As Libin said: "It's a platform--but it's a platform for the world's memory." The idea is to take your information and make it that much more useful.
All of which begs the question: Where is Evernote heading? And, while we're at it, since both Evernote and Skitch are free (Evernote has a premium version with some added functionality), how does Evernote make money?
Libin joined my colleague David Berlind and me during our most recent Valley View (a monthly, live Web TV show produced in San Francisco) to talk more about what Evernote has become, and what's coming next, especially in the enterprise where the likes of SAP has latched onto the Evernote platform to extend its collaboration software.
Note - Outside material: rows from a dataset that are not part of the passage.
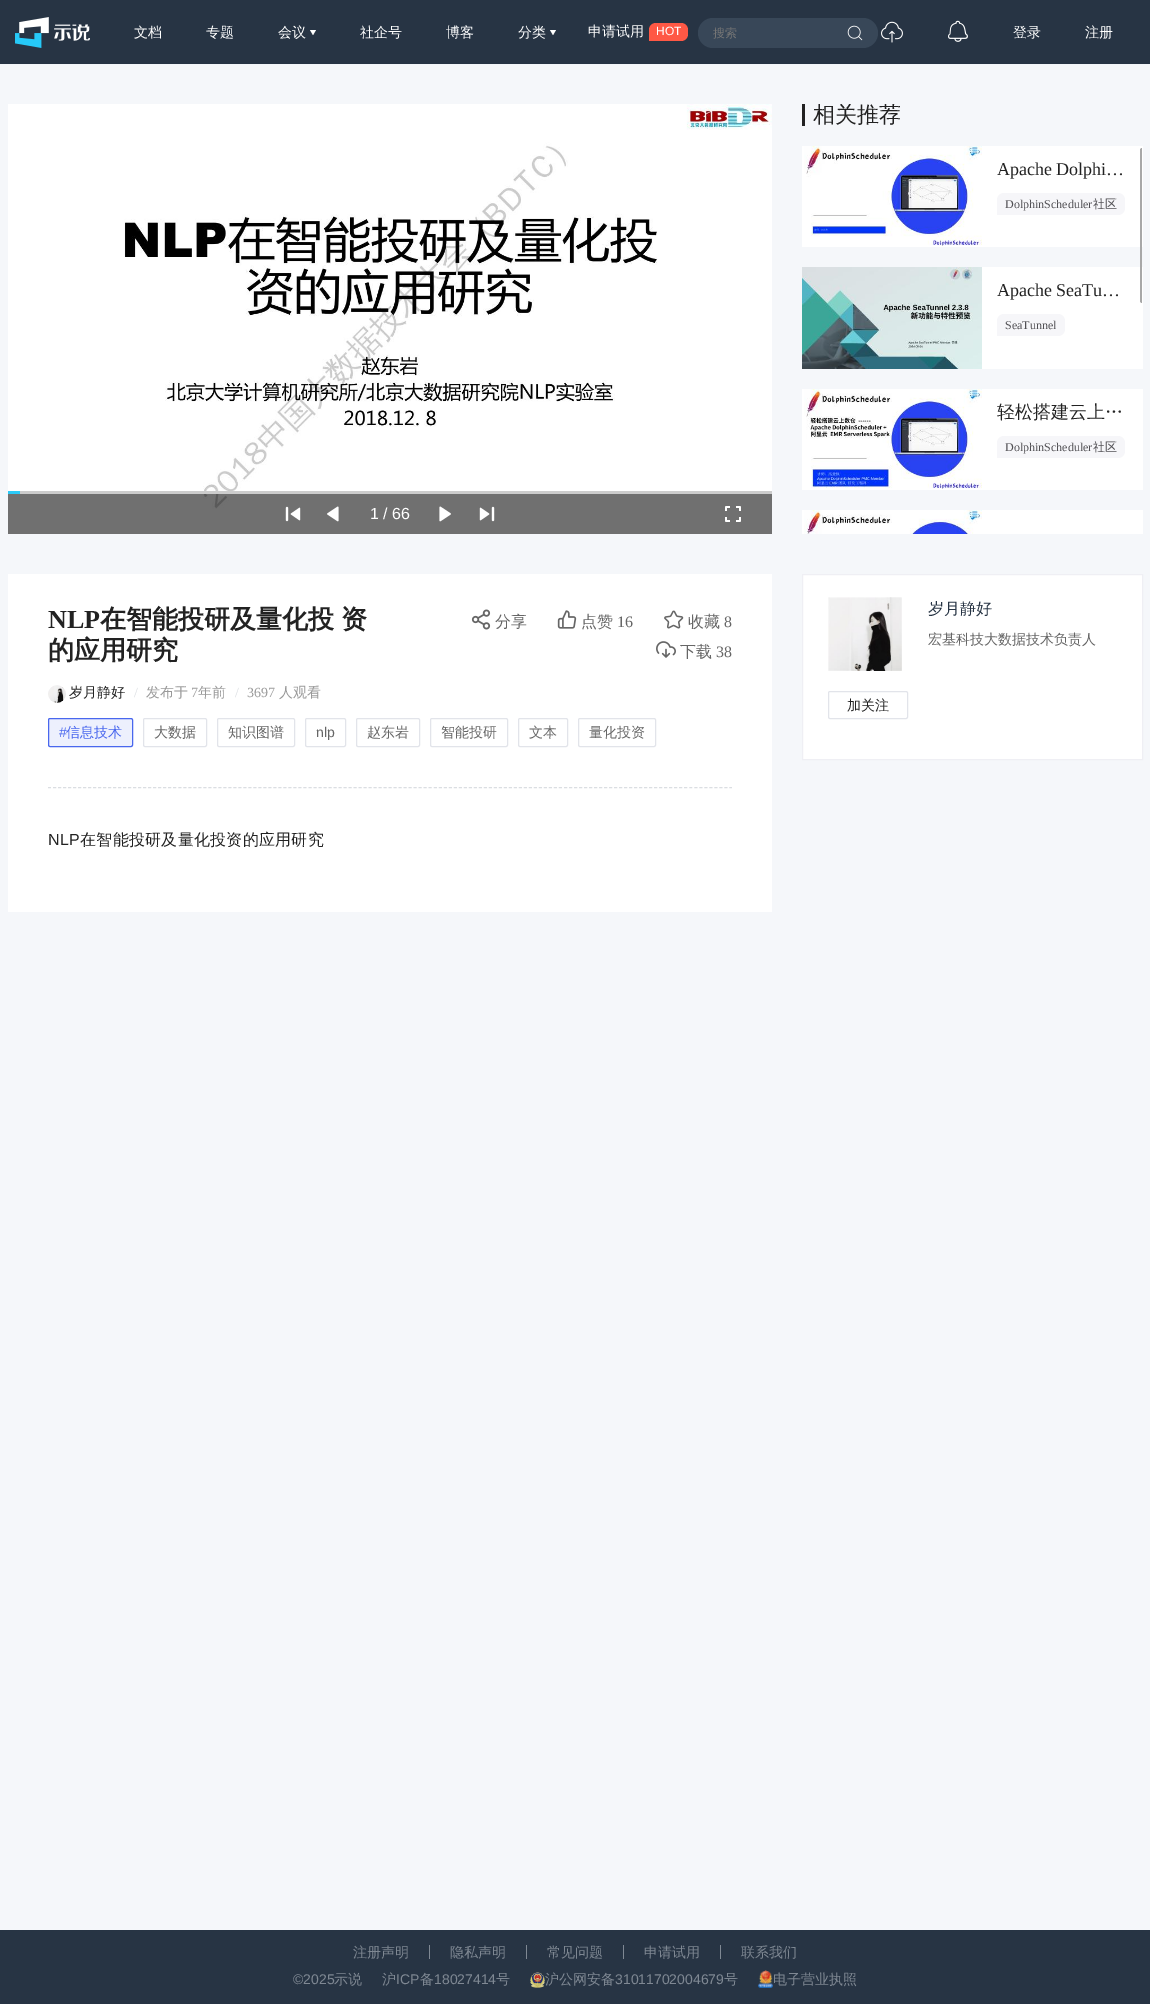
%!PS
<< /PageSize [1150 2004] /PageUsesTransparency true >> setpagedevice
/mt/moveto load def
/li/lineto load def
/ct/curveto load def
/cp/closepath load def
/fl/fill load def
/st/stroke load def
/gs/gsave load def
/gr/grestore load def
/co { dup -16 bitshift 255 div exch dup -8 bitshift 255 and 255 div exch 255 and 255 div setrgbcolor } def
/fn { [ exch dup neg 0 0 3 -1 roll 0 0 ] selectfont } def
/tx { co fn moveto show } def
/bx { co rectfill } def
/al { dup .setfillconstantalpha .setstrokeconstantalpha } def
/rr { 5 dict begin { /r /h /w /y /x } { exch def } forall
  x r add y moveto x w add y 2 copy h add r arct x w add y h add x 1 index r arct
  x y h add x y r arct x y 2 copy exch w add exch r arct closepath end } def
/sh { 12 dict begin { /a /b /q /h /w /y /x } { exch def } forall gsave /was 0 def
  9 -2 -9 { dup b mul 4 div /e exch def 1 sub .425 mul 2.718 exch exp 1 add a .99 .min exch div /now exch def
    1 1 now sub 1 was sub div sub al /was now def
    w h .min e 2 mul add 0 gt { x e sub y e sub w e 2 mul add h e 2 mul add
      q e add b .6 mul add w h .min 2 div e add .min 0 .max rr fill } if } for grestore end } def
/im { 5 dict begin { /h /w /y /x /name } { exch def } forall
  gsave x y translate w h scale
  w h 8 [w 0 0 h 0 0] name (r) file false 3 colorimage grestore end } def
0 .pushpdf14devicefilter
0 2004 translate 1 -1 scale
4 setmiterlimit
0 0 1150 2004 16#F5F7FA bx
16#E9F0F5 co
0 0 1150 64 0 1 1 sh
0 0 1150 64 16#273444 bx
(media/1.raw) 15 17 75 31 im
16#FFFFFF co
310 30 mt 316 30 li 313 35 li cp fl
550 30 mt 556 30 li 553 35 li cp fl
16#FF5845 co
656 23 mt 681 23 li 685 23 688 26 688 30 ct 688 34 li 688 38 685 41 681 41 ct 649 41 li 649 30 li 649 26 652 23 656 23 ct cp fl
16#384758 co
698 18 180 30 15 rr fl
(media/2.raw) 847 25 16 16 im
(media/3.raw) 881 21 22 22 im
(media/4.raw) 948 20 20 22 im
8 104 764 430 16#FFFFFF bx
(media/5.raw) 124 104 648 405 im
20 491 752 3 16#CCCCCC bx
8 491 12 3 16#2BCAF8 bx
0.56 al
8 494 764 40 16#000000 bx
1 al
(media/6.raw) 285 506 16 16 im
(media/7.raw) 327 506 12 16 im
(media/8.raw) 439 506 12 16 im
(media/9.raw) 479 506 16 16 im
(media/10.raw) 725 506 16 16 im
8 574 764 338 16#FFFFFF bx
(media/11.raw) 471 609 20 21 im
(media/12.raw) 557 610 20 19 im
(media/13.raw) 664 610 20 19 im
(media/14.raw) 656 641 20 17 im
(media/15.raw) 48 685 18 18 im
16#EDF0FD co
48.5 718.5 84 28 1.5 rr gs fl gr
16#4967EE co
st
16#E2E4EA co
143.5 718.5 63 28 1.5 rr st
217.5 718.5 77 28 1.5 rr st
305.5 718.5 40 28 1.5 rr st
356.5 718.5 63 28 1.5 rr st
430.5 718.5 77 28 1.5 rr st
518.5 718.5 49 28 1.5 rr st
578.5 718.5 77 28 1.5 rr st
16#DBDEE2 co
[3 2.01] 0 setdash
48 787.5 mt 732 787.5 li st
802 104 3 22 16#222222 bx
802 146 341 101 16#FFFFFF bx
(media/16.raw) 804 146 178 100 im
16#F6F6F9 co
1004 193 mt 1118 193 li 1122 193 1125 196 1125 200 ct 1125 208 li 1125 212 1122 215 1118 215 ct 997 215 li 997 200 li 997 196 1000 193 1004 193 ct cp fl
982 267 161 102 16#FFFFFF bx
(media/17.raw) 802 267 180 102 im
16#F6F6F9 co
1004 314 mt 1058 314 li 1062 314 1065 317 1065 321 ct 1065 329 li 1065 333 1062 336 1058 336 ct 997 336 li 997 321 li 997 317 1000 314 1004 314 ct cp fl
802 389 341 101 16#FFFFFF bx
(media/18.raw) 804 389 178 100 im
16#F6F6F9 co
1004 436 mt 1118 436 li 1122 436 1125 439 1125 443 ct 1125 451 li 1125 455 1122 458 1118 458 ct 997 458 li 997 443 li 997 439 1000 436 1004 436 ct cp fl
802 510 341 24 16#FFFFFF bx
(media/19.raw) 804 510 178 24 im
16#A8A8A8 co
1142 148 mt 1142 303 li 1141 303 1140 302 1140 301 ct 1140 150 li 1140 149 1141 148 1142 148 ct cp fl
16#FFFFFF co
802.5 574.5 mt 1142.5 574.5 li 1142.5 759.5 li 802.5 759.5 li cp gs fl gr
16#EFEFF4 co
[] 0 setdash
st
(media/20.raw) 828 597 74 74 im
16#E2E4EA co
828.5 691.5 79 27 1.5 rr st
0 1930 1150 74 16#273444 bx
429 1945 1 14 16#7F8893 bx
526 1945 1 14 16#7F8893 bx
623 1945 1 14 16#7F8893 bx
720 1945 1 14 16#7F8893 bx
(media/21.raw) 530 1972 15 16 im
(media/22.raw) 758 1970 15 18 im
(文档) 134 37 /WenQuanYiZenHei-Medium 14 16#FFFFFF tx
(专题) 206 37 /WenQuanYiZenHei-Medium 14 16#FFFFFF tx
(会议) 278 37 /WenQuanYiZenHei-Medium 14 16#FFFFFF tx
(社企号) 360 37 /WenQuanYiZenHei-Medium 14 16#FFFFFF tx
(博客) 446 37 /WenQuanYiZenHei-Medium 14 16#FFFFFF tx
(分类) 518 37 /WenQuanYiZenHei-Medium 14 16#FFFFFF tx
(申请试用) 588 36 /WenQuanYiZenHei-Medium 14 16#FFFFFF tx
(HOT) 656 35 /LiberationSans-Regular 12 16#FFFFFF tx
(搜索) 713 37 /WenQuanYiZenHei-Medium 12 16#757575 tx
(登录) 1013 37 /WenQuanYiZenHei-Medium 14 16#FFFFFF tx
(注册) 1085 37 /WenQuanYiZenHei-Medium 14 16#FFFFFF tx
(1 / 66) 370 519 /LiberationSans-Regular 16 16#FFFFFF tx
(NLP) 48 628 /LiberationSerif-Bold 26 16#222222 tx
/WenQuanYiZenHei-Bold 26 fn
100 628 mt -1 0 32 (在智能投研及量化投 资) widthshow
(的应用研究) 48 659 /WenQuanYiZenHei-Bold 26 16#222222 tx
(分享) 495 627 /WenQuanYiZenHei-Medium 16 16#666666 tx
(点赞) 581 627 /WenQuanYiZenHei-Medium 16 16#666666 tx
(16) 617 627 /LiberationSerif-Regular 16 16#666666 tx
(收藏) 688 627 /WenQuanYiZenHei-Medium 16 16#666666 tx
(8) 724 627 /LiberationSerif-Regular 16 16#666666 tx
(下载) 680 657 /WenQuanYiZenHei-Medium 16 16#666666 tx
(38) 716 657 /LiberationSerif-Regular 16 16#666666 tx
(岁月静好) 69 697 /WenQuanYiZenHei-Medium 14 16#222222 tx
(/) 134 697 /LiberationSerif-Regular 14 16#DBDEE2 tx
(发布于) 146 697 /WenQuanYiZenHei-Medium 14 16#999999 tx
(7) 191 697 /LiberationSerif-Regular 14 16#999999 tx
(年前) 198 697 /WenQuanYiZenHei-Medium 14 16#999999 tx
(/) 235 697 /LiberationSerif-Regular 14 16#DBDEE2 tx
(3697) 247 697 /LiberationSerif-Regular 14 16#999999 tx
(人观看) 279 697 /WenQuanYiZenHei-Medium 14 16#999999 tx
(#) 59 737 /LiberationSans-Regular 14 16#4967EE tx
(信息技术) 66 737 /WenQuanYiZenHei-Medium 14 16#4967EE tx
(大数据) 154 737 /WenQuanYiZenHei-Medium 14 16#666666 tx
(知识图谱) 228 737 /WenQuanYiZenHei-Medium 14 16#666666 tx
(nlp) 316 737 /LiberationSans-Regular 14 16#666666 tx
(赵东岩) 367 737 /WenQuanYiZenHei-Medium 14 16#666666 tx
(智能投研) 441 737 /WenQuanYiZenHei-Medium 14 16#666666 tx
(文本) 529 737 /WenQuanYiZenHei-Medium 14 16#666666 tx
(量化投资) 589 737 /WenQuanYiZenHei-Medium 14 16#666666 tx
/LiberationSans-Regular 16 fn
16#222222 co
48 845 mt .25 0 (NLP) ashow
/WenQuanYiZenHei-Medium 16 fn
80 845 mt .25 0 (在智能投研及量化投资的应用研究) ashow
gs
772 104 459 430 rectclip
(相关推荐) 813 122 /WenQuanYiZenHei-Medium 22 16#222222 tx
gr
(Apache Dolphi…) 997 175 /LiberationSerif-Regular 18 16#222222 tx
(DolphinScheduler) 1005 208 /LiberationSerif-Regular 12 16#515054 tx
(社区) 1093 208 /WenQuanYiZenHei-Medium 12 16#515054 tx
(Apache SeaTu…) 997 296 /LiberationSerif-Regular 18 16#222222 tx
(SeaTunnel) 1005 329 /LiberationSerif-Regular 12 16#515054 tx
(轻松搭建云上…) 997 418 /WenQuanYiZenHei-Medium 18 16#222222 tx
(DolphinScheduler) 1005 451 /LiberationSerif-Regular 12 16#515054 tx
(社区) 1093 451 /WenQuanYiZenHei-Medium 12 16#515054 tx
(岁月静好) 928 614 /WenQuanYiZenHei-Medium 16 16#273444 tx
(宏基科技大数据技术负责人) 928 644 /WenQuanYiZenHei-Medium 14 16#666666 tx
(加关注) 847 710 /WenQuanYiZenHei-Medium 14 16#222222 tx
(注册声明) 353 1957 /WenQuanYiZenHei-Medium 14 16#7F8893 tx
(隐私声明) 450 1957 /WenQuanYiZenHei-Medium 14 16#7F8893 tx
(常见问题) 547 1957 /WenQuanYiZenHei-Medium 14 16#7F8893 tx
(申请试用) 644 1957 /WenQuanYiZenHei-Medium 14 16#7F8893 tx
(联系我们) 741 1957 /WenQuanYiZenHei-Medium 14 16#7F8893 tx
(©2025) 293 1984 /LiberationSans-Regular 14 16#7F8893 tx
(示说) 334 1984 /WenQuanYiZenHei-Medium 14 16#7F8893 tx
(沪) 382 1984 /WenQuanYiZenHei-Medium 14 16#7F8893 tx
(ICP) 396 1984 /LiberationSans-Regular 14 16#7F8893 tx
(备) 420 1984 /WenQuanYiZenHei-Medium 14 16#7F8893 tx
(18027414) 434 1984 /LiberationSans-Regular 14 16#7F8893 tx
(号) 496 1984 /WenQuanYiZenHei-Medium 14 16#7F8893 tx
(沪公网安备) 545 1984 /WenQuanYiZenHei-Medium 14 16#7F8893 tx
(31011702004679) 615 1984 /LiberationSans-Regular 14 16#7F8893 tx
(号) 724 1984 /WenQuanYiZenHei-Medium 14 16#7F8893 tx
(电子营业执照) 773 1984 /WenQuanYiZenHei-Medium 14 16#7F8893 tx
.poppdf14devicefilter showpage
You can hear what Libin had to say by watching the short video embedded below.
For me, the highlight was that Evernote understands most of its users are professionals (75% use the product both at home and in the office), and that the company must now do more to ensure the product is integrated with IT policies and software.
Libin talks about new products, like Evernote Food, and about one of his favorite Evernote apps, called Expensify (it helps automate expense reports, but also, because of Evernote's capability, it can consolidate all information about an expense--notes about who you ate with, what you ate, what you talked about, and so on). He talks about why he formed the company, and about the business model. He jokes that the model is based on the premise that "'it's more important that you stay than that you pay,' and that's true because it rhymes ... we looked around for a biz model until we found the one that rhymes."